For now, we’ve decided, like an aging 80s rocker clearing out his CD collection, to keep the Status Quo, but do a little tweaking of the feed to provide more text in the auto-summaries. Hopefully there’s enough interesting content appearing here to keep people coming back.

Copy Protection?

Back for my birthday, Cathy bought me The Cat Empire CD. Which is great, I love The Cat Empire. After unwrapping the present, I read the back cover and realized it was one of the broken copy protected EMI CDs. And after much howling and frustration it went back to the shop (still in its shrinkwrap) to be swapped for a CD that complies with the Red Book standard.
Fast forward to last week, when I was at my local library. There was The Cat Empire CD! “Great, I’d Love to listen to that”, thinks I. I take it home, and in a fit of pique decide to see if I can load it onto my MP3/WMA player… and it does, using XP’s Media Player.
Isn’t copy protection meant to work? I guess that’s why I bought the LiteOn CD drive – it has a reputation for reading “difficult” disks. I can listen to the music, and haven’t paid for it, when I would have been happy to pay for it… the CIA calls that “blowback”, don’t they?

Blog spamming

At the time of writing, my main blog is under a sustained comment spamming attack. Over 50 spam comments today, all targeting the one old post, promoting a poker web site. At least one other WordPress-based blogger is getting them, so it’s not just me. And what’s interesting is they’re from a variety of different IP addresses, so assuming that’s not spoofed, it looks like the attack is coming from multiple zombies.

(Links in text deleted)

Author : poker (IP: 195.172.182.228 , 195.172.182.228)
E-mail : byob@y7263o.com
URL : http://www.poker-w.com
Whois : http://ws.arin.net/cgi-bin/whois.pl?queryinput=195.172.182.228
Comment:
7263 JUST A FEW LINKSFOR YOU TO CHECK OU WHEN YOU GET A CHANCE
Online poker
texas holdem poker
texas hold em

When I first saw this type of comment spam, I thought huh? What’s the point? Who is going to see such comments and click on them? Particularly in this case, with dozens of the same spams hitting one particular post. But the point is getting links to your sites into the search engines, and up the rankings. Whether it works or not I don’t know.

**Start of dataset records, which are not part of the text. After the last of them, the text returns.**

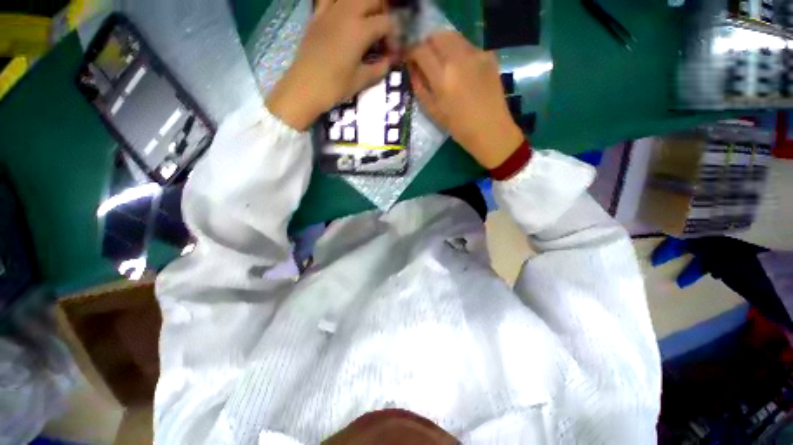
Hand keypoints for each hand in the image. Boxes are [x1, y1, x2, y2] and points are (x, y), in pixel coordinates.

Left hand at [266, 0, 395, 130]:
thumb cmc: (335, 86)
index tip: (392, 51)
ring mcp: (329, 11)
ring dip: (364, 5)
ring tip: (366, 21)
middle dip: (382, 12)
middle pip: (372, 0)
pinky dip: (340, 3)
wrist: (305, 87)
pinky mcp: (316, 16)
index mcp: (360, 30)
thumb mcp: (361, 80)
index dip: (394, 36)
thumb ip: (379, 68)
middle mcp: (346, 13)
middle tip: (382, 32)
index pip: (386, 23)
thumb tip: (389, 61)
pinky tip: (344, 15)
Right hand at [407, 32, 523, 168]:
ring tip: (443, 63)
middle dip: (427, 44)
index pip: (420, 50)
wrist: (491, 130)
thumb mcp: (433, 112)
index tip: (410, 60)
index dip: (412, 52)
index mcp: (443, 77)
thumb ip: (420, 87)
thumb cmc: (459, 127)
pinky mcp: (488, 56)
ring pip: (453, 37)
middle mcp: (459, 59)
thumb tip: (413, 70)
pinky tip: (461, 70)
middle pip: (437, 35)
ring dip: (443, 46)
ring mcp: (476, 54)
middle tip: (426, 59)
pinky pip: (467, 46)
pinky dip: (459, 52)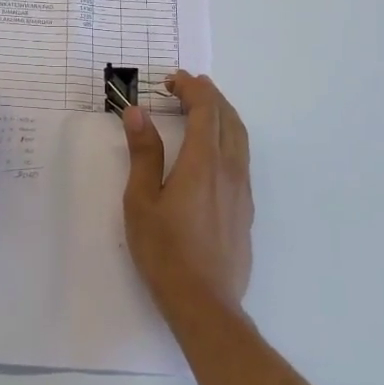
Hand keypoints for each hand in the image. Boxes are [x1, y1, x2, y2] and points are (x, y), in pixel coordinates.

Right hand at [122, 72, 252, 325]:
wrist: (205, 304)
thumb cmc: (165, 251)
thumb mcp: (142, 200)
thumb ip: (143, 153)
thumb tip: (137, 112)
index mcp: (204, 162)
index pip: (205, 109)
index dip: (191, 88)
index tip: (171, 80)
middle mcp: (230, 169)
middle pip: (228, 117)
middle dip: (208, 95)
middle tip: (185, 86)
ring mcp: (243, 190)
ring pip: (240, 137)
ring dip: (222, 114)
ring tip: (201, 108)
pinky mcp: (246, 210)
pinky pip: (242, 158)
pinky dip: (228, 137)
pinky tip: (212, 151)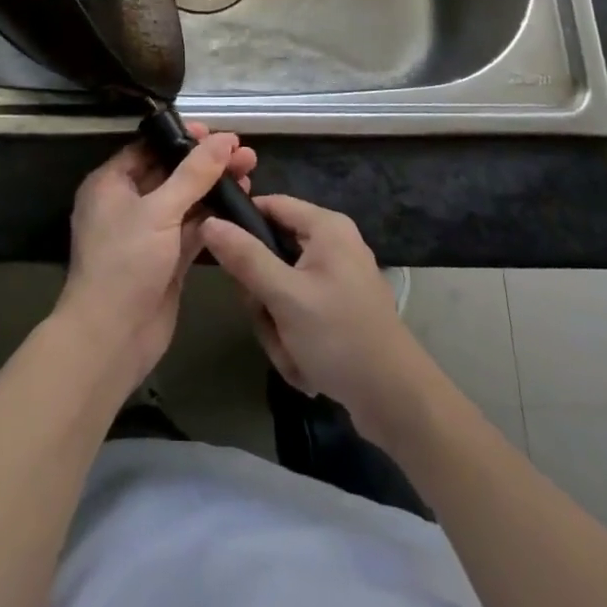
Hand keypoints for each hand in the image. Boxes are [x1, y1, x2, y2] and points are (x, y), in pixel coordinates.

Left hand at [57, 126, 255, 393]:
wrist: (111, 338)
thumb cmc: (125, 263)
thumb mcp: (159, 211)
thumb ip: (194, 174)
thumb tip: (223, 139)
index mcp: (111, 183)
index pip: (149, 148)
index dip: (182, 138)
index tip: (216, 133)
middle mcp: (128, 203)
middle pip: (171, 172)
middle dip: (206, 162)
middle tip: (244, 154)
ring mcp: (148, 232)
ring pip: (185, 200)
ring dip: (214, 188)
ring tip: (251, 173)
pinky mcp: (166, 258)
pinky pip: (192, 228)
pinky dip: (214, 217)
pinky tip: (242, 205)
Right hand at [201, 195, 427, 438]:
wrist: (397, 402)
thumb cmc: (340, 336)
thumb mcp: (284, 296)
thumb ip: (245, 257)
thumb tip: (209, 222)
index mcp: (326, 227)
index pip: (270, 204)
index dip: (241, 224)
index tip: (218, 253)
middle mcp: (333, 244)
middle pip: (271, 253)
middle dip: (263, 296)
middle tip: (270, 321)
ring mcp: (337, 279)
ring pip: (281, 289)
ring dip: (277, 324)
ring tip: (292, 352)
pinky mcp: (340, 309)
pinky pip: (299, 312)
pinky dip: (294, 338)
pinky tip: (306, 365)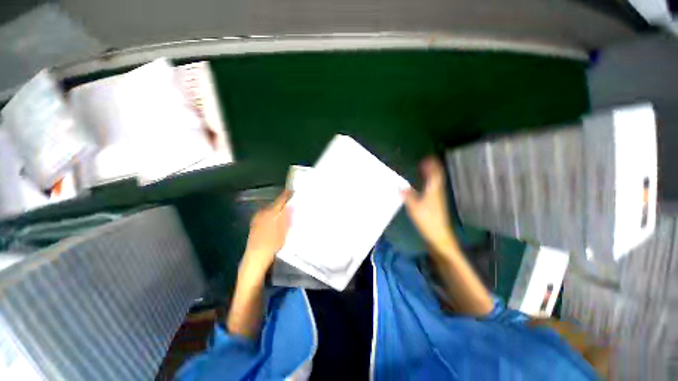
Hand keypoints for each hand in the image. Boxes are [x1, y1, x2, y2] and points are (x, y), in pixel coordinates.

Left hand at [241, 190, 291, 278]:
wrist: (256, 258)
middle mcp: (262, 213)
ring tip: (285, 210)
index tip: (293, 191)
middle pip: (275, 204)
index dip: (287, 195)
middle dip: (283, 202)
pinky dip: (272, 214)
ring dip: (277, 208)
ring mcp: (257, 219)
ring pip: (270, 209)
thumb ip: (287, 217)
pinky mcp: (255, 224)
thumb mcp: (283, 231)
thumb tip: (291, 205)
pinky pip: (266, 215)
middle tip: (292, 201)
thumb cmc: (272, 244)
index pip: (280, 200)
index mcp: (270, 213)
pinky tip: (276, 219)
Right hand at [402, 157, 457, 253]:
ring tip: (424, 170)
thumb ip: (407, 196)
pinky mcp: (436, 204)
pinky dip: (429, 183)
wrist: (438, 235)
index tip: (427, 158)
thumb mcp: (414, 208)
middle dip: (432, 168)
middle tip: (424, 162)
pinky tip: (423, 186)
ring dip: (431, 175)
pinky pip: (433, 188)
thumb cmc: (427, 220)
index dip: (432, 166)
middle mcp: (438, 192)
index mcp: (434, 191)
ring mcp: (438, 198)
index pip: (435, 174)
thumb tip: (400, 186)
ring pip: (436, 182)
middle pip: (437, 177)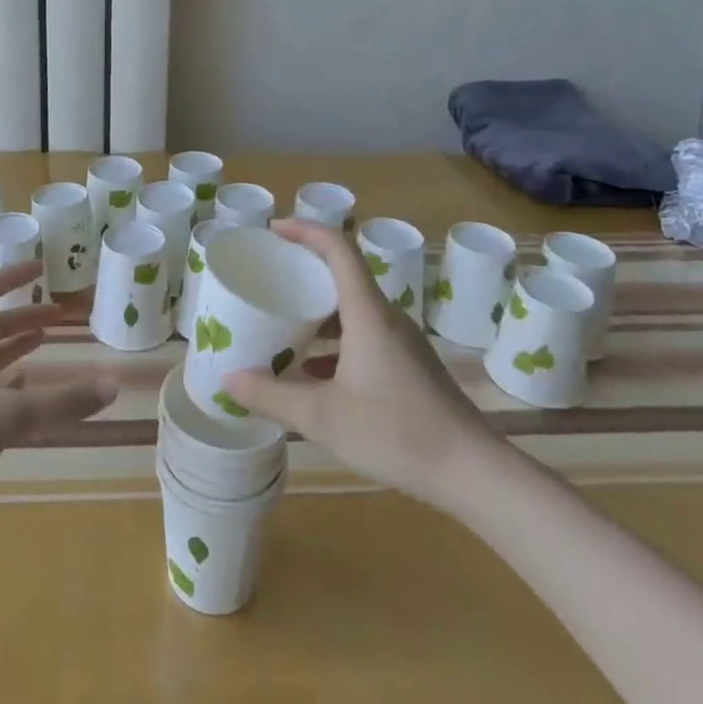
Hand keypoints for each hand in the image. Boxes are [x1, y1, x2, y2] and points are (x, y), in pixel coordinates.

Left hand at [0, 262, 116, 546]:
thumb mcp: (7, 414)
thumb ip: (61, 402)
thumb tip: (114, 385)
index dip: (11, 276)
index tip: (41, 268)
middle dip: (26, 317)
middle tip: (62, 314)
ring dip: (17, 347)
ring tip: (48, 340)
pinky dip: (9, 386)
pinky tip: (27, 389)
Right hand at [223, 219, 504, 513]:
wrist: (473, 473)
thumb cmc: (396, 432)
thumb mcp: (323, 417)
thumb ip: (272, 396)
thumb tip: (228, 379)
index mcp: (367, 313)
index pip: (338, 248)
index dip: (305, 230)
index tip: (273, 231)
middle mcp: (386, 318)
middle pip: (344, 274)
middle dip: (305, 270)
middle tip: (269, 277)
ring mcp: (403, 343)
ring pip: (354, 308)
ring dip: (319, 310)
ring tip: (284, 323)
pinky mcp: (410, 366)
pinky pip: (366, 334)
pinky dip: (336, 340)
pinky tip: (314, 372)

WordPress has a fair bit of flexibility when it comes to catching comment spam. The most useful generic setting is number of links in a comment. A surprising number of comment spams have heaps of links. You can also nominate keywords (though in 1.2 there was a bug in that if the final keyword on the list had a CR after it, every comment got caught). Caught comments go to moderation, so the never see the light of day. Handy for comment spam and for moderating particular users/IP addresses too.

Comment spammers, like other spammers, are getting cleverer. Hopefully the blogging community (and in particular those who write and update blogging software) will stay one step ahead of them.

Update Friday 07:30: The attack appears to be widening to more blog posts, and branching out to Viagra and weight-loss, but is still showing signs of being from the same source. To counter it, I have shutdown comment posting on entries more than 60 days old using Scott Hanson’s Auto Shutoff Comments plugin.

Defined: Wikipedia on blog comment spam.

Possible solution for WP?: Modification to comments code that ensures it can only be called from the form, not remotely. I’ll try this when I get the chance.

Update Friday 13:00: The patch above doesn’t work for this particular attack. Looks like this one spoofs the referrer… which makes sense, any decent spammer would think of that.